Tempo unable to handle 32 digits long TraceIDs?

ragamx · May 11, 2021, 4:00pm

Hi
I’ve been working with Tempo for a few weeks now trying to get a solid POC. I am able to create my own spans using a zipkin tracer (i.e opentracing.StartSpan(“myspan”)) and retrieve them using the Grafana UI that works. In our system, written in Golang, we are using Gin-gonic framework, this has a middleware option for tracing.

“github.com/gin-gonic/gin”
“github.com/opentracing-contrib/go-gin/ginhttp”

tracer := CreateMyZipkinTracer() // Here I create my tracer
r := gin.New()
r.Use(ginhttp.Middleware(tracer))

So I decided to use it and pass my tracer to it, send a POST/GET request and when extracting the TraceID from the span crated by Gin-Gonic middleware (in the same way that I do when creating my own spans), I noticed that the TraceID was 32 digits long and not 16 as they usually are (i.e. 0ba9b72392e0f36a ), so I wasn’t able to retrieve that TraceID from the UI.

Actually the TraceID is defined as a 128 bit number internally stored as 2x uint64 (high & low)

github.com

openzipkin/zipkin-go/blob/815bc64e1a6031d5a51c88b07092d34c20aaeb61/model/traceid.go#L24




package model


import (
	"fmt"
	"strconv"
)


// TraceID is a 128 bit number internally stored as 2x uint64 (high & low).
// In case of 64 bit traceIDs, the value can be found in Low.
type TraceID struct {
	High uint64
	Low  uint64
}


// Empty returns if TraceID has zero value.
func (t TraceID) Empty() bool {
	return t.Low == 0 && t.High == 0
}


// String outputs the 128-bit traceID as hex string.

I have tried to use the lower part, high part and both but Tempo doesn’t retrieve the TraceID in the UI.

Why is Tempo not able to process these spans? Is there any configuration change to be made for this?

Thanks.

joeelliott · May 11, 2021, 5:00pm

I believe 0ba9b72392e0f36a is a 64 bit trace id. There are 16 hexadecimal values representing 4 bits each. 16 * 4 = 64. Regardless, if you search for a trace id that is shorter than 128 bits (32 characters) Tempo will leftpad with 0s and it should work.

Do you have any logs that may be helpful? I would also check metrics such as tempo_distributor_spans_received_total to confirm that Tempo is receiving spans.

ragamx · May 13, 2021, 12:35am

Hi
Sorry for the delay my dev env got toast yesterday and couldn’t do much.
I didn’t see any errors on the tempo logs, I am using the single binary version 0.7.0. The tempo_distributor_spans_received_total is greater than zero

I am using Azure as storage but it shouldn’t matter as I am able to retrieve 16 digits long TraceIDs but not 32 digits.

I found this on the logs that caught my attention

I wonder where that first trace_id came from, of course I tried it but nothing.

I could check any other thing and try any suggestion.

Thanks.

joeelliott · May 13, 2021, 1:06pm

traceID=6df6df65... is Tempo logging its own trace id for that transaction.

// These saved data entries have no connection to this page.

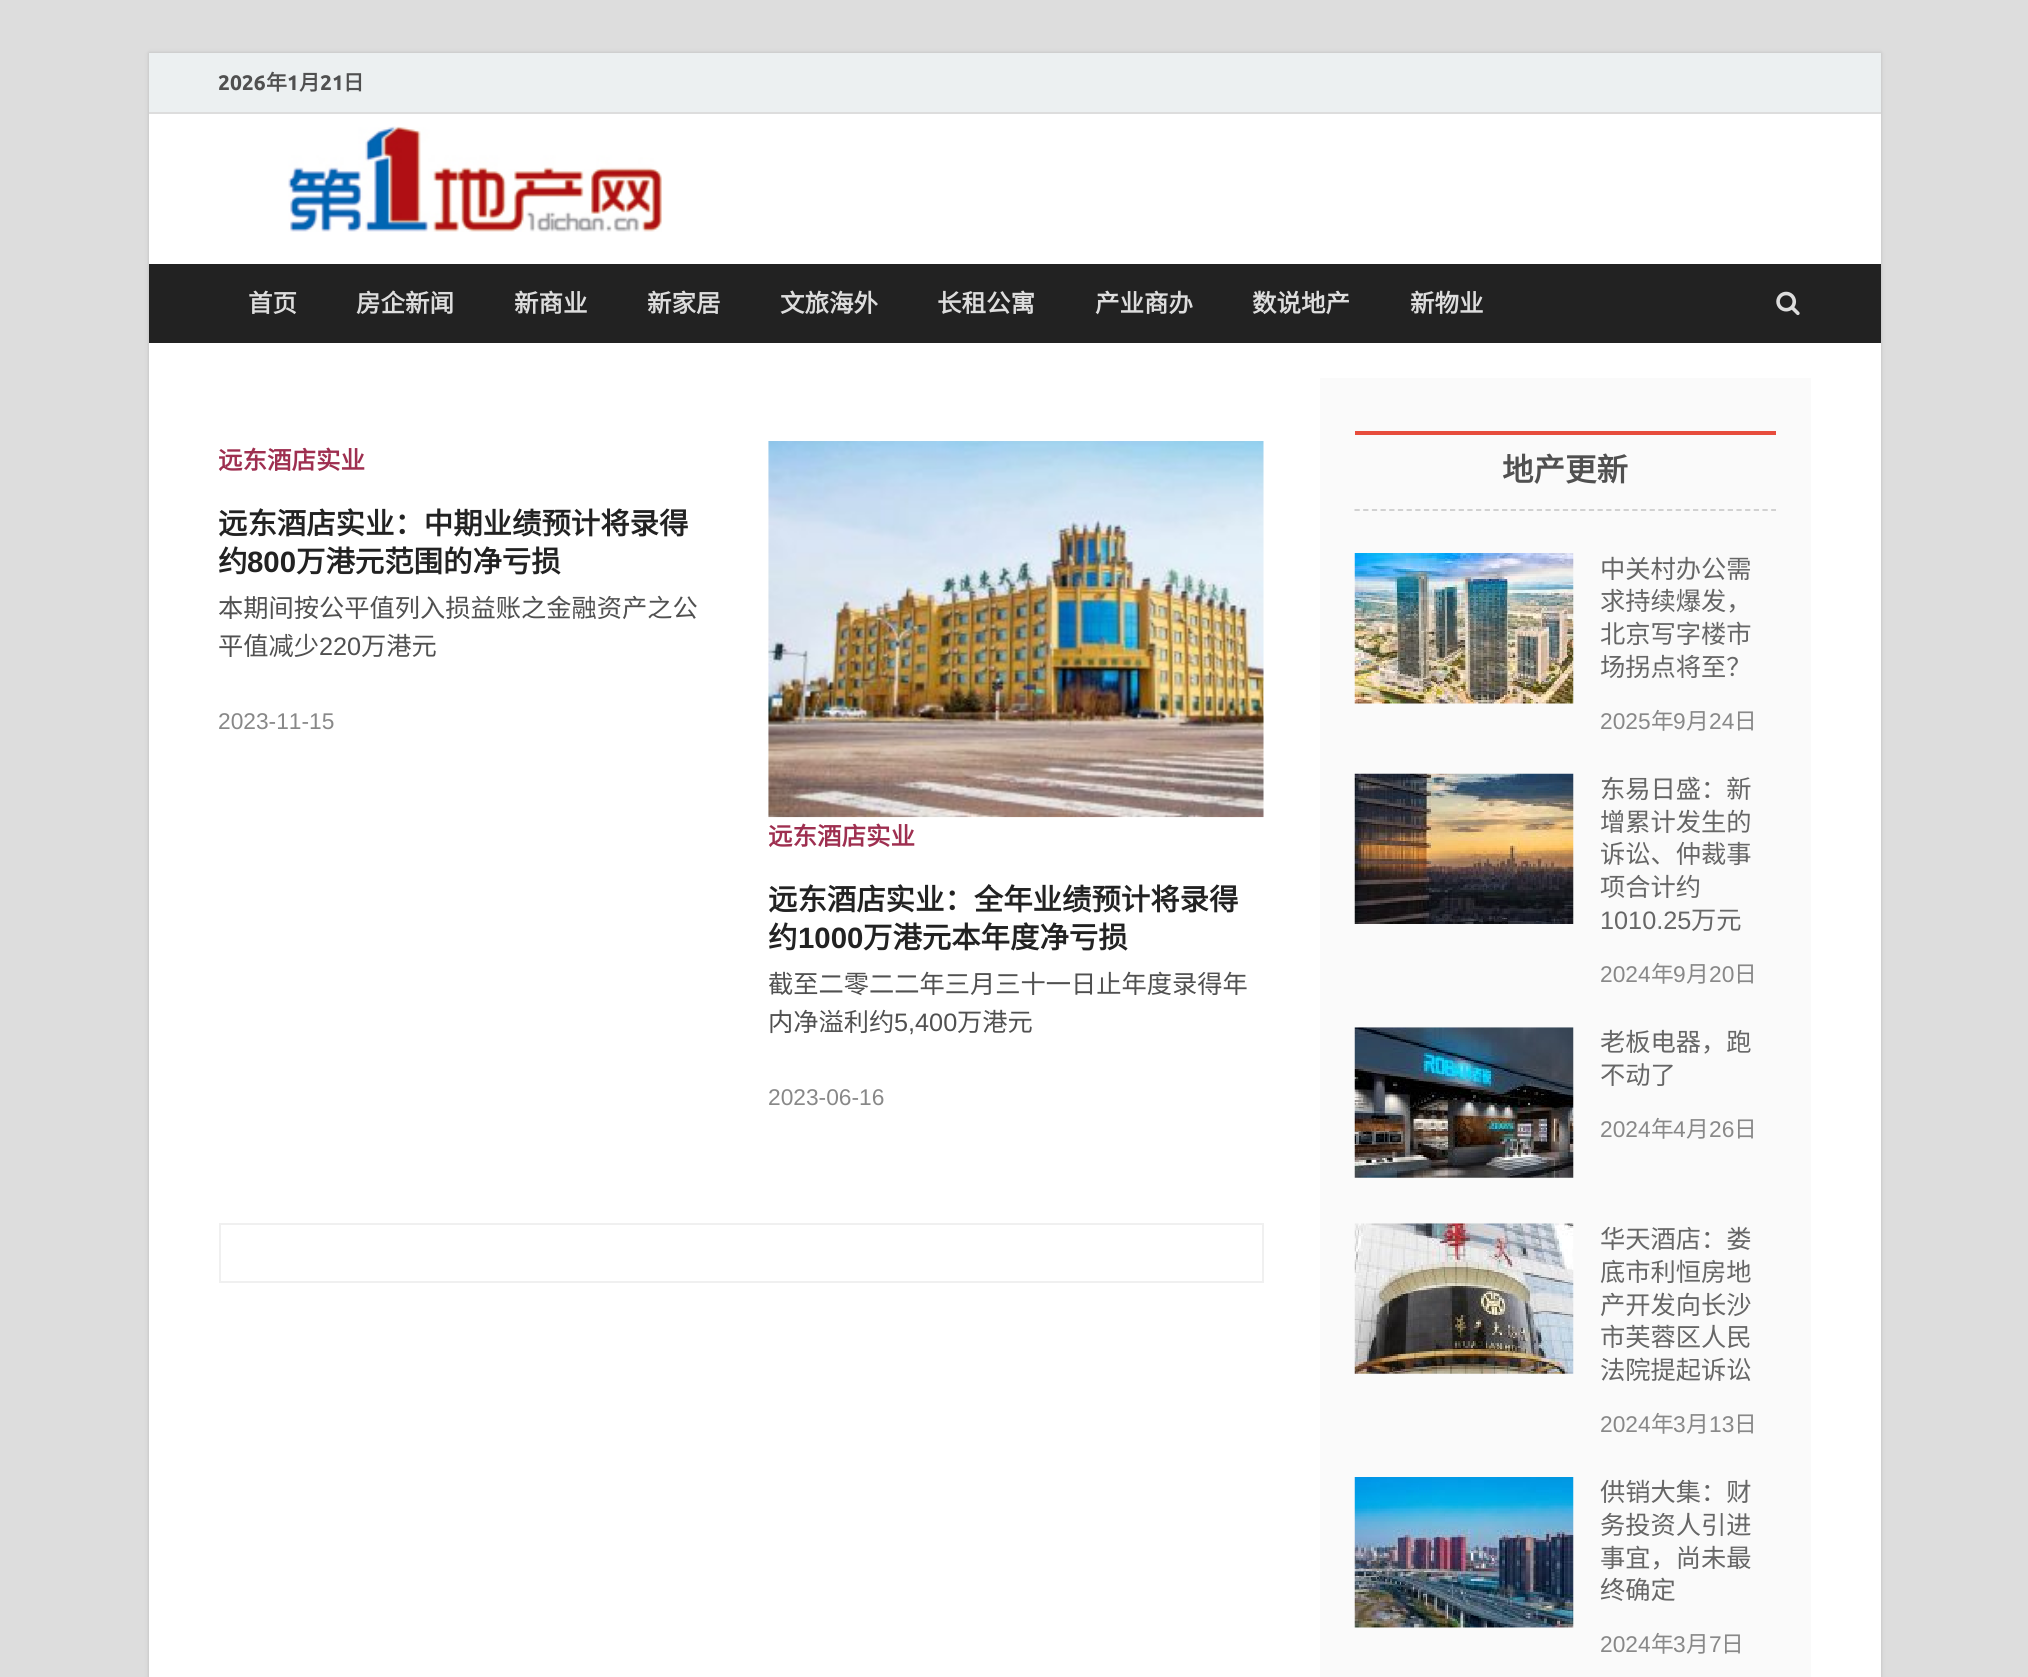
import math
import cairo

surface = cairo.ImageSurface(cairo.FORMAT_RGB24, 2028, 1677)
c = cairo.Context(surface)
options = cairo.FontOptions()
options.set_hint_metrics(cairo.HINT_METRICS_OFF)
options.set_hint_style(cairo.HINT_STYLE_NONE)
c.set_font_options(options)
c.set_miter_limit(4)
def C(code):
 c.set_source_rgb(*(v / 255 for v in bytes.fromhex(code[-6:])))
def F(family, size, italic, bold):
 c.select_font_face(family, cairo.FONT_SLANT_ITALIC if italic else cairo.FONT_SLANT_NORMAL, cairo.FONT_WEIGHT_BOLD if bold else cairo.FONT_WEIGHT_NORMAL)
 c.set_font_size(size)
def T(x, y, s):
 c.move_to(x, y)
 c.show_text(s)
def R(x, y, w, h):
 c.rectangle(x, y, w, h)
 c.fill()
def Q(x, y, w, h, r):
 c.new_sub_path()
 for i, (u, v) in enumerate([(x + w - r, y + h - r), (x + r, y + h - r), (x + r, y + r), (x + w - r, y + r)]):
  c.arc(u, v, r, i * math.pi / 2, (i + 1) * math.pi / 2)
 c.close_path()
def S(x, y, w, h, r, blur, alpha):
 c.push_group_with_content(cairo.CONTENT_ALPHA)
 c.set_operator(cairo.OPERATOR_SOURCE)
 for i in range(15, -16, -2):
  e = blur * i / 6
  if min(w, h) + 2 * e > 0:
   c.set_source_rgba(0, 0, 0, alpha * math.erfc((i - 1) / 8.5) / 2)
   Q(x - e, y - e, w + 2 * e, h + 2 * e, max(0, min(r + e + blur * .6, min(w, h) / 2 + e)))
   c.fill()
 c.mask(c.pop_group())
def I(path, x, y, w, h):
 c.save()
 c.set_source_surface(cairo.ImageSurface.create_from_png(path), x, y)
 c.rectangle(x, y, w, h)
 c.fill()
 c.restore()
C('dddddd')
c.paint()
C('bbbbbb')
S(149,53,1732,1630,0,2,1)
C('ffffff')
R(149,114,1732,1563)
C('ecf0f1')
R(149,53,1732,59)
C('dddddd')
R(149,112,1732,2)
F('Ubuntu',21,0,1)
C('505050')
T(218,90,'2026')
F('Noto Sans CJK SC',21,0,1)
T(266,90,'年')
F('Ubuntu',21,0,1)
T(287,90,'1')
F('Noto Sans CJK SC',21,0,1)
T(299,90,'月')
F('Ubuntu',21,0,1)
T(320,90,'21')
F('Noto Sans CJK SC',21,0,1)
T(343,90,'日')
I('1.png',288,126,374,106)
C('222222')
R(149,264,1732,79)
F('Noto Sans CJK SC',24.5,0,1)
C('dddddd')
T(248,312,'首页')
T(356,312,'房企新闻')
T(514,312,'新商业')
T(647,312,'新家居')
T(780,312,'文旅海外')
T(937,312,'长租公寓')
T(1095,312,'产业商办')
T(1252,312,'数说地产')
T(1410,312,'新物业')
I('2.png',1776,291,24,25)
C('9e2f50')
T(218,469,'远东酒店实业')
F('Noto Sans CJK SC',29.4,0,1)
C('222222')
T(218,534,'远东酒店实业：中期业绩预计将录得')
T(218,572,'约')
F('Liberation Sans',29.4,0,1)
T(247,572,'800')
F('Noto Sans CJK SC',29.4,0,1)
T(296,572,'万港元范围的净亏损')
F('Noto Sans CJK SC',25.25,0,0)
C('505050')
T(218,617,'本期间按公平值列入损益账之金融资产之公')
T(218,655,'平值减少')
F('Liberation Sans',25.25,0,0)
T(319,655,'220')
F('Noto Sans CJK SC',25.25,0,0)
T(361,655,'万港元')
F('Liberation Sans',22.75,0,0)
C('888888')
T(218,729,'2023-11-15')
I('3.png',768,441,496,377)
F('Noto Sans CJK SC',24.5,0,1)
C('9e2f50')
T(768,845,'远东酒店实业')
F('Noto Sans CJK SC',29.4,0,1)
C('222222')
T(768,910,'远东酒店实业：全年业绩预计将录得')
T(768,948,'约')
F('Liberation Sans',29.4,0,1)
T(798,948,'1000')
F('Noto Sans CJK SC',29.4,0,1)
T(863,948,'万港元本年度净亏损')
F('Noto Sans CJK SC',25.25,0,0)
C('505050')
T(768,993,'截至二零二二年三月三十一日止年度录得年')
T(768,1031,'内净溢利约')
F('Liberation Sans',25.25,0,0)
T(894,1031,'5,400')
F('Noto Sans CJK SC',25.25,0,0)
T(957,1031,'万港元')
F('Liberation Sans',22.75,0,0)
C('888888')
T(768,1105,'2023-06-16')
c.rectangle(220,1224,1043,58)
C('f0f0f0')
c.stroke()
C('fafafa')
R(1320,378,491,1299)
C('e74c3c')
R(1355,431,421,4)
c.new_path()
c.move_to(1354.5,510)
c.line_to(1776,510)
C('cccccc')
c.set_line_width(1.8)
c.set_dash([5.25,3.43])
c.stroke()
F('Noto Sans CJK SC',31.5,0,1)
C('505050')
T(1502,481,'地产更新')
I('4.png',1354,553,220,151)
F('Noto Sans CJK SC',25.25,0,0)
C('666666')
T(1600,578,'中关村办公需')
T(1600,610,'求持续爆发，')
T(1600,643,'北京写字楼市')
T(1600,676,'场拐点将至？')
F('Liberation Sans',22.75,0,0)
C('888888')
T(1600,729,'2025')
F('Noto Sans CJK SC',22.75,0,0)
T(1651,729,'年')
F('Liberation Sans',22.75,0,0)
T(1673,729,'9')
F('Noto Sans CJK SC',22.75,0,0)
T(1686,729,'月')
F('Liberation Sans',22.75,0,0)
T(1709,729,'24')
F('Noto Sans CJK SC',22.75,0,0)
T(1734,729,'日')
I('5.png',1354,773,220,151)
F('Noto Sans CJK SC',25.25,0,0)
C('666666')
T(1600,798,'东易日盛：新')
T(1600,831,'增累计发生的')
T(1600,863,'诉讼、仲裁事')
T(1600,896,'项合计约')
F('Liberation Sans',25.25,0,0)
T(1600,929,'1010.25')
F('Noto Sans CJK SC',25.25,0,0)
T(1691,929,'万元')
F('Liberation Sans',22.75,0,0)
C('888888')
T(1600,982,'2024')
F('Noto Sans CJK SC',22.75,0,0)
T(1651,982,'年')
F('Liberation Sans',22.75,0,0)
T(1673,982,'9')
F('Noto Sans CJK SC',22.75,0,0)
T(1686,982,'月')
F('Liberation Sans',22.75,0,0)
T(1709,982,'20')
F('Noto Sans CJK SC',22.75,0,0)
T(1734,982,'日')
I('6.png',1354,1027,220,151)
F('Noto Sans CJK SC',25.25,0,0)
C('666666')
T(1600,1051,'老板电器，跑')
T(1600,1084,'不动了')
F('Liberation Sans',22.75,0,0)
C('888888')
T(1600,1137,'2024')
F('Noto Sans CJK SC',22.75,0,0)
T(1651,1137,'年')
F('Liberation Sans',22.75,0,0)
T(1673,1137,'4')
F('Noto Sans CJK SC',22.75,0,0)
T(1686,1137,'月')
F('Liberation Sans',22.75,0,0)
T(1709,1137,'26')
F('Noto Sans CJK SC',22.75,0,0)
T(1734,1137,'日')
I('7.png',1354,1223,220,151)
F('Noto Sans CJK SC',25.25,0,0)
C('666666')
T(1600,1248,'华天酒店：娄')
T(1600,1281,'底市利恒房地')
T(1600,1314,'产开发向长沙')
T(1600,1346,'市芙蓉区人民')
T(1600,1379,'法院提起诉讼')
F('Liberation Sans',22.75,0,0)
C('888888')
T(1600,1432,'2024')
F('Noto Sans CJK SC',22.75,0,0)
T(1651,1432,'年')
F('Liberation Sans',22.75,0,0)
T(1673,1432,'3')
F('Noto Sans CJK SC',22.75,0,0)
T(1686,1432,'月')
F('Liberation Sans',22.75,0,0)
T(1709,1432,'13')
F('Noto Sans CJK SC',22.75,0,0)
T(1734,1432,'日')
I('8.png',1354,1477,220,151)
F('Noto Sans CJK SC',25.25,0,0)
C('666666')
T(1600,1501,'供销大集：财')
T(1600,1534,'务投资人引进')
T(1600,1567,'事宜，尚未最')
T(1600,1599,'终确定')
F('Liberation Sans',22.75,0,0)
C('888888')
T(1600,1652,'2024')
F('Noto Sans CJK SC',22.75,0,0)
T(1651,1652,'年')
F('Liberation Sans',22.75,0,0)
T(1673,1652,'3')
F('Noto Sans CJK SC',22.75,0,0)
T(1686,1652,'月')
F('Liberation Sans',22.75,0,0)
T(1709,1652,'7')
F('Noto Sans CJK SC',22.75,0,0)
T(1721,1652,'日')
surface.write_to_png('o.png')
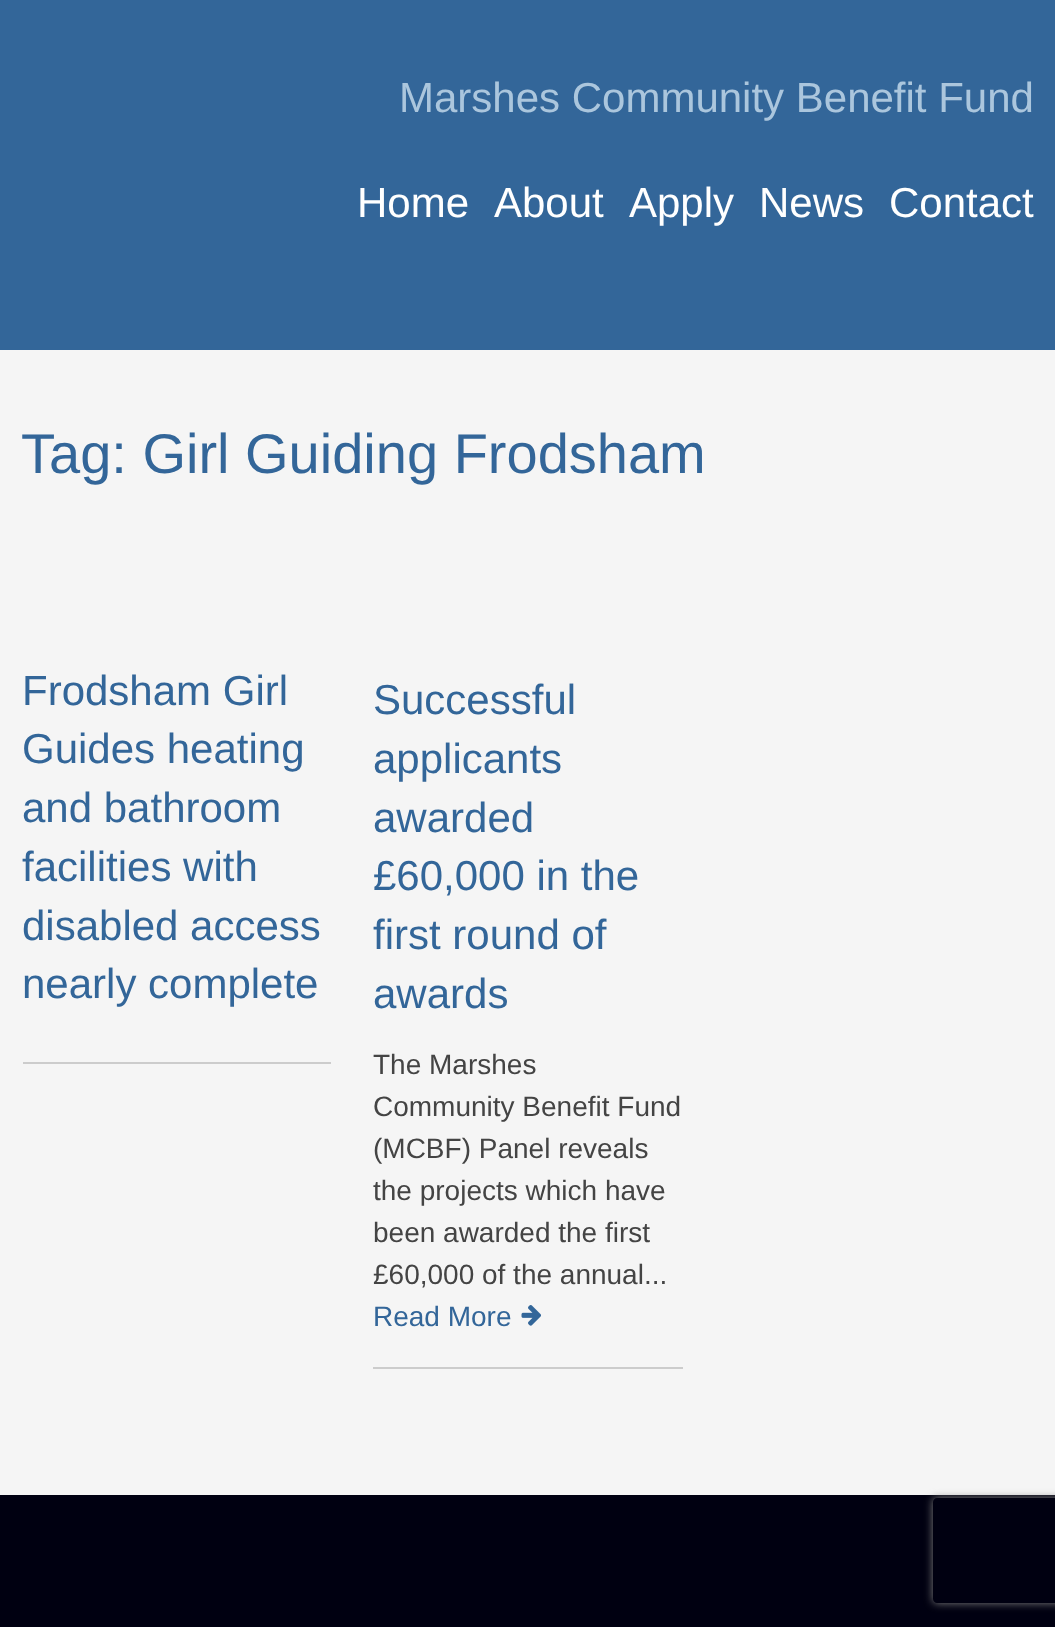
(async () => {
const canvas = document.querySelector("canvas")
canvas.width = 1055
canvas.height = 1627
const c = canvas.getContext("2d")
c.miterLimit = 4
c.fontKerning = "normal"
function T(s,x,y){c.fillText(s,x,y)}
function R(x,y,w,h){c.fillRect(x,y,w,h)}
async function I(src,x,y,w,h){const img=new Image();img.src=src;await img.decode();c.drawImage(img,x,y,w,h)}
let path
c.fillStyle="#f5f5f5"
R(0,0,1055,1627)
c.fillStyle="#369"
R(0,0,1055,350)
c.font="42px Liberation Sans"
c.fillStyle="#abc6dd"
T("Marshes Community Benefit Fund",399,112)
c.fillStyle="#fff"
T("Home",357,217)
T("About",494,217)
T("Apply",629,217)
T("News",759,217)
T("Contact",889,217)
c.font="56px Liberation Sans"
c.fillStyle="#369"
T("Tag: Girl Guiding Frodsham",21,473)
c.font="42px Liberation Sans"
T("Frodsham Girl",22,705)
T("Guides heating",22,763)
T("and bathroom",22,822)
T("facilities with",22,881)
T("disabled access",22,940)
T("nearly complete",22,998)
c.fillStyle="#ccc"
R(23,1062,308,2)
c.fillStyle="#369"
T("Successful",373,714)
T("applicants",373,773)
T("awarded",373,832)
T("£60,000 in the",373,890)
T("first round of",373,949)
T("awards",373,1008)
c.fillStyle="#ccc"
R(373,1367,310,2)
c.font="28px Liberation Sans"
c.fillStyle="#444"
T("The Marshes",373,1074)
T("Community Benefit Fund",373,1116)
T("(MCBF) Panel reveals",373,1158)
T("the projects which have",373,1200)
T("been awarded the first",373,1242)
T("£60,000 of the annual...",373,1284)
c.fillStyle="#369"
T("Read More",373,1326)
await I("1.png",521,1305,20,21)
c.fillStyle="#001"
R(0,1495,1055,132)
c.save()
path = new Path2D("M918 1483h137v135h-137zm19 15h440c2 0 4 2 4 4v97c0 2-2 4-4 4h-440c-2 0-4-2-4-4v-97c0-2 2-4 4-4z")
c.clip(path,"evenodd")
c.fillStyle="#808080"
c.filter="blur(4.5px)"
c.beginPath()
c.roundRect(933,1498,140,105,4)
c.fill()
c.filter="none"
c.restore()
})()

It will not be in Tempo unless you’re having Tempo trace itself.

There really shouldn’t be any difference to Tempo between 128bit and 64bit trace ids. We use both internally without problem. Are some applications creating 64bit and some 128bit? Perhaps focus on the configuration differences between the two?

Maybe we can add a debug log that just writes every trace id that Tempo receives to help confirm what is occurring internally.

ragamx · May 13, 2021, 5:28pm

I think you have a point regarding creating 64bit vs 128bits TraceID’s for some reason when I get the TraceID from the Gin-Gonic context using our production code it comes out as 32 digits. But when I do it, using the same packages and versions, in a standalone app, the traceID comes out as 16 digits. It doesn’t make sense. I am investigating that.

However regardless of this Tempo should be able to handle the 32 digits TraceID. You mention “internally”, have you actually successfully queried a 32 digits TraceID from the UI? There might be an issue there as the /metrics show the ingestor/distributor is getting the spans. Is there a way to dump all current traces from Tempo for analysis?

I am going to keep looking into the Gin-Gonic side. However it would be useful to have that extra debug statements in Tempo, not sure how to go about that.

Thanks.

joeelliott · May 13, 2021, 8:08pm

Yup, I can query both 128 bit (32 digit) and 64 bit (16 digit) trace ids in Grafana.

Just submitted this:

After this is merged we will be able to turn on trace id logging which will allow you to directly see the trace ids that Tempo is receiving.

ragamx · May 14, 2021, 12:19am

Looking forward to try it. Hopefully it doesn’t take too long to get it merged.

Thanks

joeelliott · May 14, 2021, 1:17pm

This has been merged: Added trace id logging by joe-elliott · Pull Request #700 · grafana/tempo · GitHub

You can test it out using image:
grafana/tempo:91b41f1b

It requires setting the flag:

distributor:
  log_received_traces: true

--distributor.log-received-traces=true

Note that this logs all trace ids and spans ids so is for debugging only. Also this logs those ids before rate limiting and pushing to the ingesters. So we should keep an eye on our logs to make sure we’re not getting failures.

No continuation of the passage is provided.